New Poll Reveals Cracks In California’s Deep Blue Wall

A new Politico–UC Berkeley poll is exposing a growing rift between California voters and the Democrat elites running the state. While lawmakers remain obsessed with opposing President Trump at every turn, everyday voters are losing faith—and fast.
The poll, conducted between April 1 and April 14, surveyed over 1,000 registered voters and nearly 720 “policy influencers.” The results show two very different worlds: one where Democrat operatives remain committed to pushing sanctuary policies, zero-emission mandates, and open borders—and another where ordinary Californians are demanding real answers to skyrocketing costs, rising crime, and the collapse of basic services.

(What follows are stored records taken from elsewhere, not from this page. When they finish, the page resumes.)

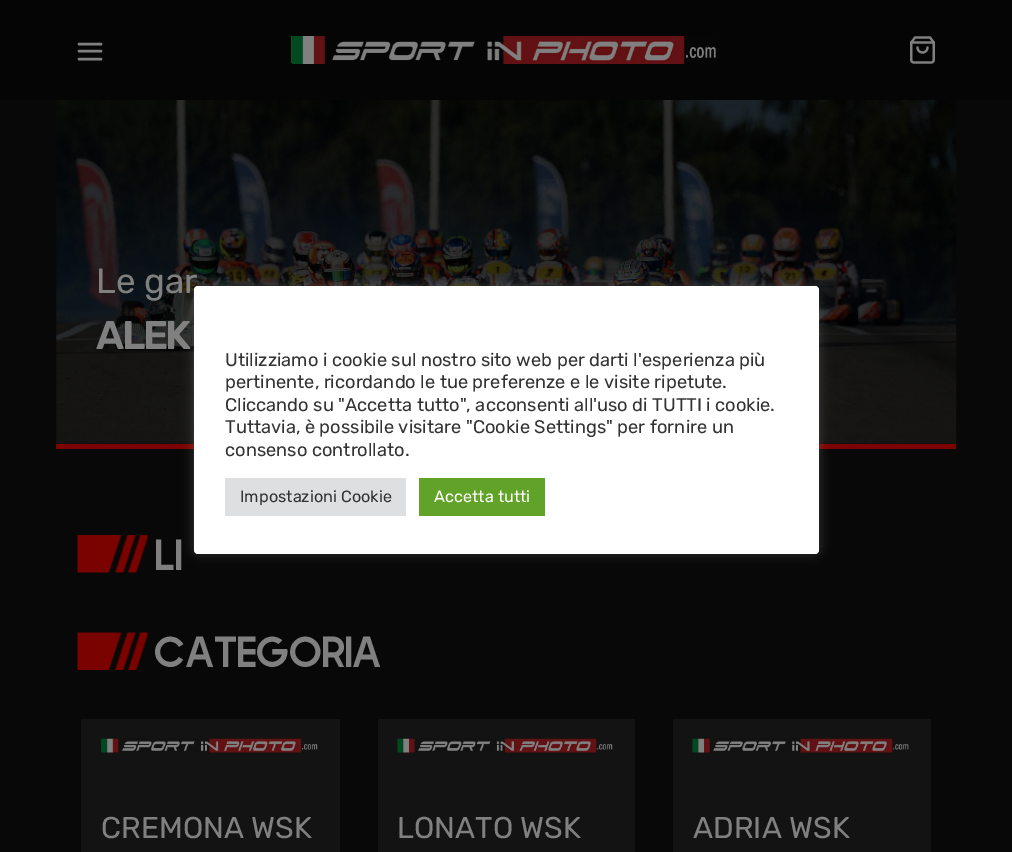 %!PS
<< /PageSize [1012 852] /PageUsesTransparency true >> setpagedevice
/alpha { dup .setfillconstantalpha .setstrokeconstantalpha } def
/roundrect { 5 dict begin { /r /h /w /y /x } { exch def } forall
  x r add y moveto x w add y 2 copy h add r arct x w add y h add x 1 index r arct
  x y h add x y r arct x y 2 copy exch w add exch r arct closepath end } def
/shadow { 12 dict begin { /a /b /q /h /w /y /x } { exch def } forall gsave /was 0 def
  9 -2 -9 { dup b mul 4 div /e exch def 1 sub .425 mul 2.718 exch exp 1 add a .99 .min exch div /now exch def
    1 1 now sub 1 was sub div sub alpha /was now def
    w h .min e 2 mul add 0 gt { x e sub y e sub w e 2 mul add h e 2 mul add
      q e add b .6 mul add w h .min 2 div e add .min 0 .max roundrect fill } if } for grestore end } def
/picture { 5 dict begin { /h /w /y /x /name } { exch def } forall
  gsave x y translate w h scale
  w h 8 [w 0 0 h 0 0] name (r) file false 3 colorimage grestore end } def
0 .pushpdf14devicefilter
0 852 translate 1 -1 scale
4 setmiterlimit
0.031 setgray
0 0 1012 852 rectfill
0.02 setgray
0 0 1012 100 rectfill
0.502 setgray
2.5 setlinewidth
1 setlinecap
1 setlinejoin
newpath 79 51 moveto 101 51 lineto 79 44 moveto 101 44 lineto 79 59 moveto 101 59 lineto stroke
(img1.rgb) 291 36 425 28 picture
(img2.rgb) 910 36 25 28 picture
(img3.rgb) 56 100 901 344 picture
0.482 0.012 0 setrgbcolor
56 444 900 5 rectfill
/Rubik-Regular [35 0 0 -35 0 0] selectfont
0.502 setgray
96 293 moveto (Le gar) show
/Rubik-SemiBold [40 0 0 -40 0 0] selectfont
96 349 moveto -2.5 0 (ALEK) ashow
(img4.rgb) 77 535 71 38 picture
/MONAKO-SemiBold [53 0 0 -53 0 0] selectfont
155 570 moveto (LI) show
(img5.rgb) 77 632 71 38 picture
155 667 moveto (CATEGORIA) show
0.075 setgray
81 719 259 133 rectfill
(img6.rgb) 101 738 217 15 picture
/Rubik-Regular [30 0 0 -30 0 0] selectfont
0.502 setgray
101 838 moveto (CREMONA WSK) show
0.075 setgray
378 719 257 133 rectfill
(img7.rgb) 397 738 216 15 picture
0.502 setgray
397 838 moveto (LONATO WSK) show
0.075 setgray
673 719 258 133 rectfill
(img8.rgb) 692 738 217 15 picture
0.502 setgray
693 838 moveto (ADRIA WSK) show
0.675 0.671 0.671 setrgbcolor
194 285 625 268 4 6 0.3 shadow
1 setgray
194 286 625 268 4 roundrect fill
/Rubik-Regular [18.3 0 0 -18.3 0 0] selectfont
0.2 setgray
225 366 moveto (Utilizziamo i cookie sul nostro sito web per darti l'esperienza più) show
225 388 moveto (pertinente, ricordando le tue preferenze e le visite ripetute.) show
225 411 moveto (Cliccando su "Accetta tutto", acconsenti all'uso di TUTTI i cookie.) show
225 433 moveto (Tuttavia, è possibile visitare "Cookie Settings" per fornire un) show
225 456 moveto (consenso controllato.) show
0.871 0.875 0.878 setrgbcolor
225 478 181 38 rectfill
/Rubik-Regular [16.25 0 0 -16.25 0 0] selectfont
0.2 setgray
240 502 moveto (Impostazioni Cookie) show
0.38 0.635 0.161 setrgbcolor
419 478 126 38 rectfill
1 setgray
434 502 moveto (Accetta tutti) show
.poppdf14devicefilter showpage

Only 47 percent of Democrat voters want stronger opposition to Trump. Meanwhile, 43 percent of all registered voters said their leaders are already “too confrontational.” That includes a large share of Republicans and Independents who believe California’s leadership has abandoned real problems to wage political war.
UC Berkeley professor Jack Citrin said the data shows a polarized electorate, where elites are increasingly out of touch. “The influentials are a much more homogenous group than the registered voter public,” he said.
Take immigration, for example. While 60 percent of voters support the state’s “sanctuary” policies, an overwhelming 80 percent of policy influencers back them. Similarly, emissions mandates like the 2035 ban on gas-powered car sales split voters nearly evenly—45 percent support, 40 percent oppose—but policy influencers back the plan 82 to 14 percent.
The divide is clearest on the issue of focus. California voters are no longer buying the narrative that every policy must be filtered through anti-Trump resistance. Even the state’s own GOP mocked the trend, tweeting: “The streets aren’t safe. The cost of living is out of control. And California Democrats? Still focused on President Trump.”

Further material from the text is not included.